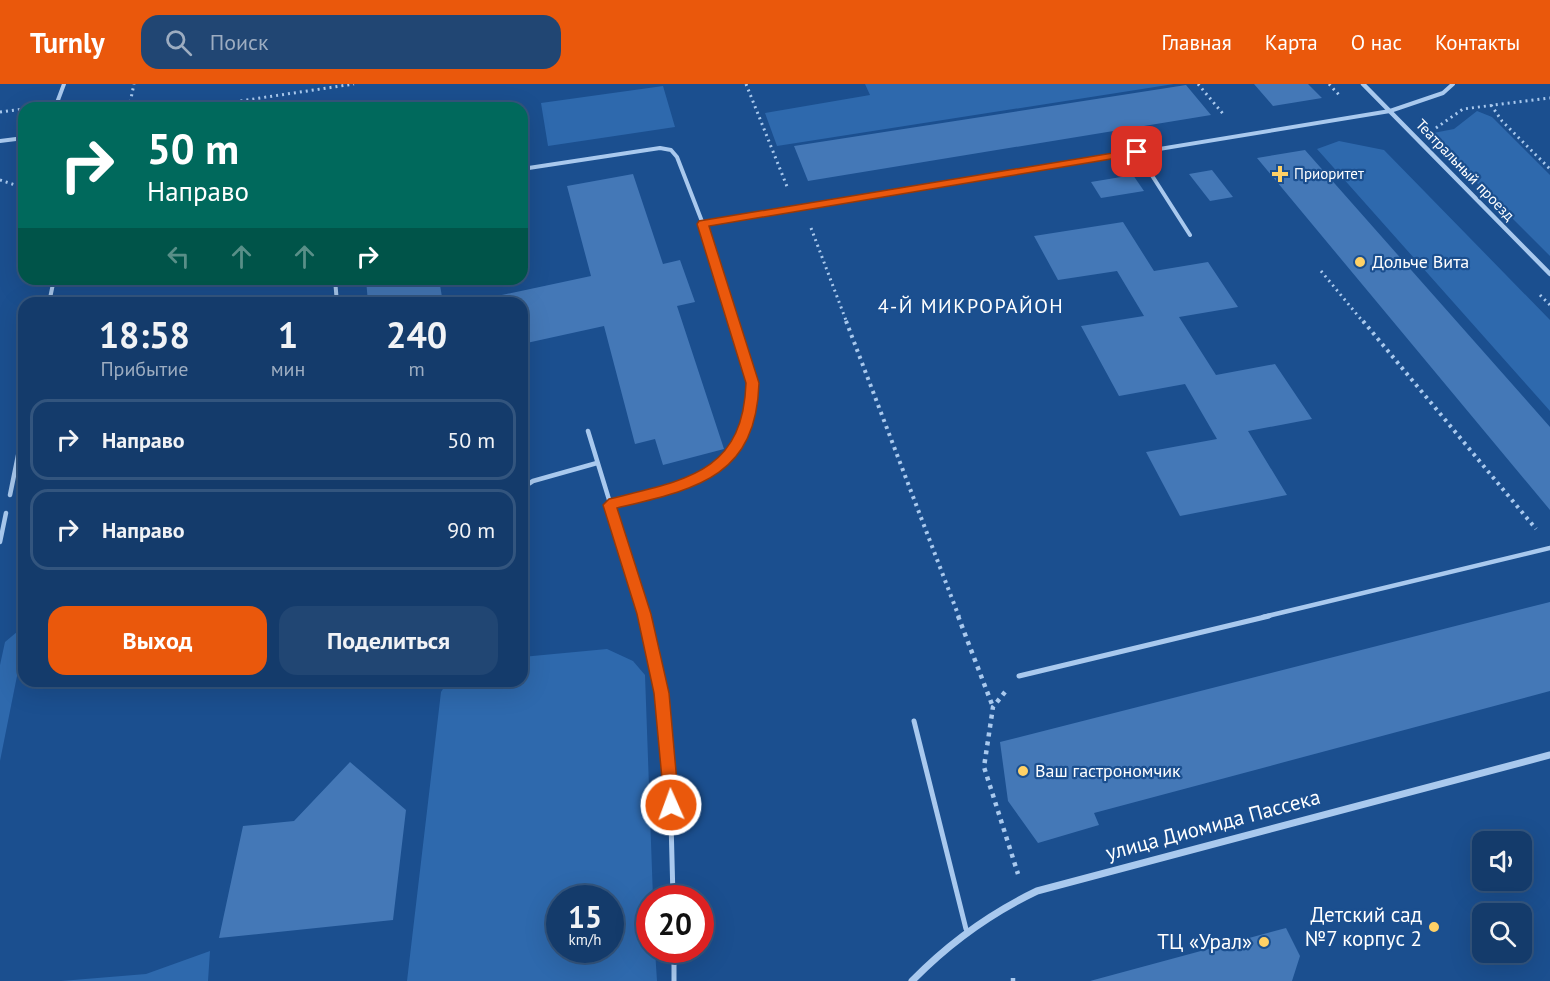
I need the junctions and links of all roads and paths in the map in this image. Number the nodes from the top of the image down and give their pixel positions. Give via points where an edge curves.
1 (64, 84) edge
2 (134, 84) edge
3 (354, 84) edge
4 (747, 84) edge
5 (1198, 84) edge
6 (1363, 84) edge
7 (1453, 84) edge
8 (1550, 98) edge
9 (57, 102) edge
10 (130, 102) edge
11 (233, 102) edge
12 (1490, 105) junction
13 (18, 110) edge
14 (1390, 111) junction
15 (0, 112) edge
16 (1428, 134) dead end
17 (1242, 135) junction
18 (18, 139) edge
19 (0, 141) edge
20 (1137, 152) junction
21 (528, 168) edge
22 (1550, 169) edge
23 (0, 180) edge
24 (18, 186) edge
25 (803, 206) junction
26 (702, 224) junction
27 (1190, 235) dead end
28 (1321, 272) dead end
29 (1550, 274) edge
30 (588, 431) dead end
31 (18, 456) edge
32 (597, 463) junction
33 (528, 484) edge
34 (10, 495) dead end
35 (609, 505) junction
36 (6, 513) dead end
37 (1542, 537) dead end
38 (0, 542) edge
39 (1550, 548) edge
40 (1019, 676) joint
41 (993, 707) junction
42 (914, 721) dead end
43 (1550, 755) edge
44 (1018, 874) dead end
45 (673, 885) edge
46 (966, 929) junction
47 (674, 963) edge
48 (674, 981) edge
49 (912, 981) edge

1 - 9 lane
2 - 10 path
3 - 11 path
4 - 25 path via 790,196
5 - 17 path
6 - 14 street, Театральный проезд
7 - 14 lane via 1443,93
8 - 12 path
12 - 16 path via 1463,109
12 - 22 path
13 - 15 path
14 - 17 lane
14 - 29 street, Театральный проезд
17 - 20 lane
18 - 19 lane
20 - 25 lane
20 - 27 lane
21 - 26 lane via 660,148 671,150
23 - 24 path
25 - 26 lane
25 - 41 path
26 - 35 lane via 752,383 752,409 744,434 735,451 707,475
28 - 37 path
30 - 32 lane
31 - 34 lane
32 - 33 lane
32 - 35 lane
35 - 45 lane via 644,614 661,693 670,782
36 - 38 lane
39 - 40 lane
40 - 41 path
41 - 44 path via 984,767
42 - 46 lane
43 - 46 street, улица Диомида Пассека via 1037,891 997,908
46 - 49 street, улица Диомида Пассека
47 - 48 lane

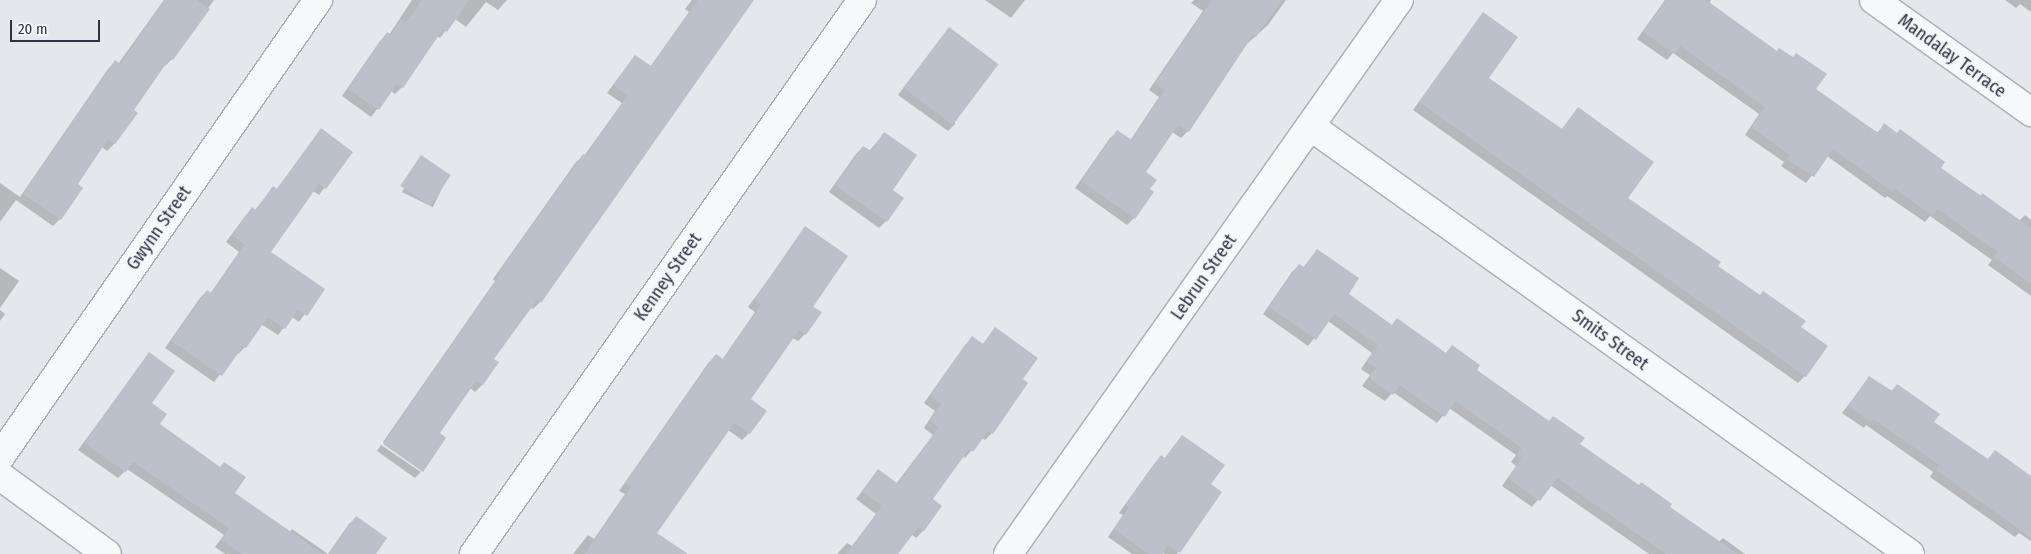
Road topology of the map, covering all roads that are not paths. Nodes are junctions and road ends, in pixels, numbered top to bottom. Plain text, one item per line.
1 (318, 0) edge
2 (862, 0) edge
3 (1399, 0) edge
4 (1874, 0) edge
5 (2031, 112) edge
6 (1310, 126) junction
7 (0, 457) edge
8 (0, 476) edge
9 (107, 554) edge
10 (474, 554) edge
11 (1008, 554) edge
12 (1910, 554) edge

1 - 7 street, Gwynn Street
2 - 10 street, Kenney Street
3 - 6 street, Lebrun Street
4 - 5 street, Mandalay Terrace
6 - 11 street, Lebrun Street
6 - 12 street, Smits Street
8 - 9 street

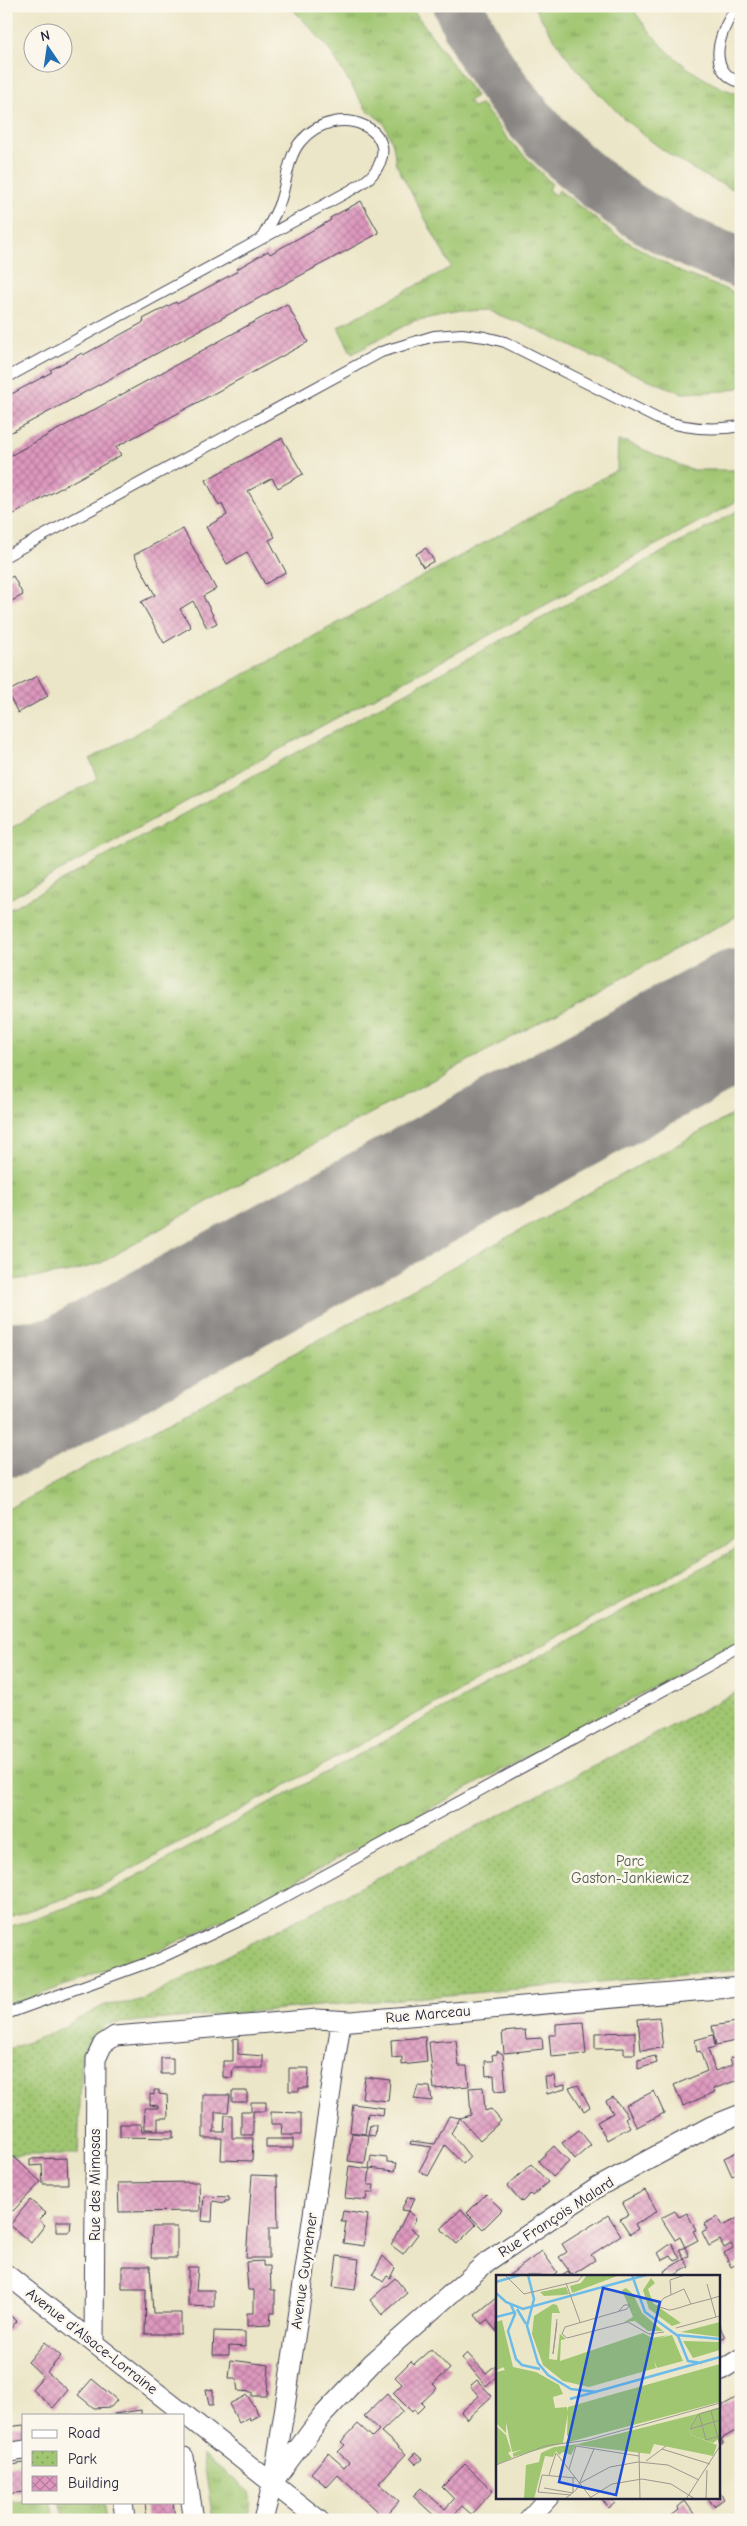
- - -
▶ **EXERCISE**
An exact copy of the listing is required, with every image removed.

▶ **SOLUTION FOR THIS PROBLEM**
I need the junctions and links of all roads and paths in the map in this image. Number the nodes from the top of the image down and give their pixel positions. Give via points where an edge curves.
1 (64, 84) edge
2 (134, 84) edge
3 (354, 84) edge
4 (747, 84) edge
5 (1198, 84) edge
6 (1363, 84) edge
7 (1453, 84) edge
8 (1550, 98) edge
9 (57, 102) edge
10 (130, 102) edge
11 (233, 102) edge
12 (1490, 105) junction
13 (18, 110) edge
14 (1390, 111) junction
15 (0, 112) edge
16 (1428, 134) dead end
17 (1242, 135) junction
18 (18, 139) edge
19 (0, 141) edge
20 (1137, 152) junction
21 (528, 168) edge
22 (1550, 169) edge
23 (0, 180) edge
24 (18, 186) edge
25 (803, 206) junction
26 (702, 224) junction
27 (1190, 235) dead end
28 (1321, 272) dead end
29 (1550, 274) edge
30 (588, 431) dead end
31 (18, 456) edge
32 (597, 463) junction
33 (528, 484) edge
34 (10, 495) dead end
35 (609, 505) junction
36 (6, 513) dead end
37 (1542, 537) dead end
38 (0, 542) edge
39 (1550, 548) edge
40 (1019, 676) joint
41 (993, 707) junction
42 (914, 721) dead end
43 (1550, 755) edge
44 (1018, 874) dead end
45 (673, 885) edge
46 (966, 929) junction
47 (674, 963) edge
48 (674, 981) edge
49 (912, 981) edge

1 - 9 lane
2 - 10 path
3 - 11 path
4 - 25 path via 790,196
5 - 17 path
6 - 14 street, Театральный проезд
7 - 14 lane via 1443,93
8 - 12 path
12 - 16 path via 1463,109
12 - 22 path
13 - 15 path
14 - 17 lane
14 - 29 street, Театральный проезд
17 - 20 lane
18 - 19 lane
20 - 25 lane
20 - 27 lane
21 - 26 lane via 660,148 671,150
23 - 24 path
25 - 26 lane
25 - 41 path
26 - 35 lane via 752,383 752,409 744,434 735,451 707,475
28 - 37 path
30 - 32 lane
31 - 34 lane
32 - 33 lane
32 - 35 lane
35 - 45 lane via 644,614 661,693 670,782
36 - 38 lane
39 - 40 lane
40 - 41 path
41 - 44 path via 984,767
42 - 46 lane
43 - 46 street, улица Диомида Пассека via 1037,891 997,908
46 - 49 street, улица Диомида Пассека
47 - 48 lane

Road topology of the map, covering all roads that are not paths. Nodes are junctions and road ends, in pixels, numbered top to bottom. Plain text, one item per line.
1 (318, 0) edge
2 (862, 0) edge
3 (1399, 0) edge
4 (1874, 0) edge
5 (2031, 112) edge
6 (1310, 126) junction
7 (0, 457) edge
8 (0, 476) edge
9 (107, 554) edge
10 (474, 554) edge
11 (1008, 554) edge
12 (1910, 554) edge

1 - 7 street, Gwynn Street
2 - 10 street, Kenney Street
3 - 6 street, Lebrun Street
4 - 5 street, Mandalay Terrace
6 - 11 street, Lebrun Street
6 - 12 street, Smits Street
8 - 9 street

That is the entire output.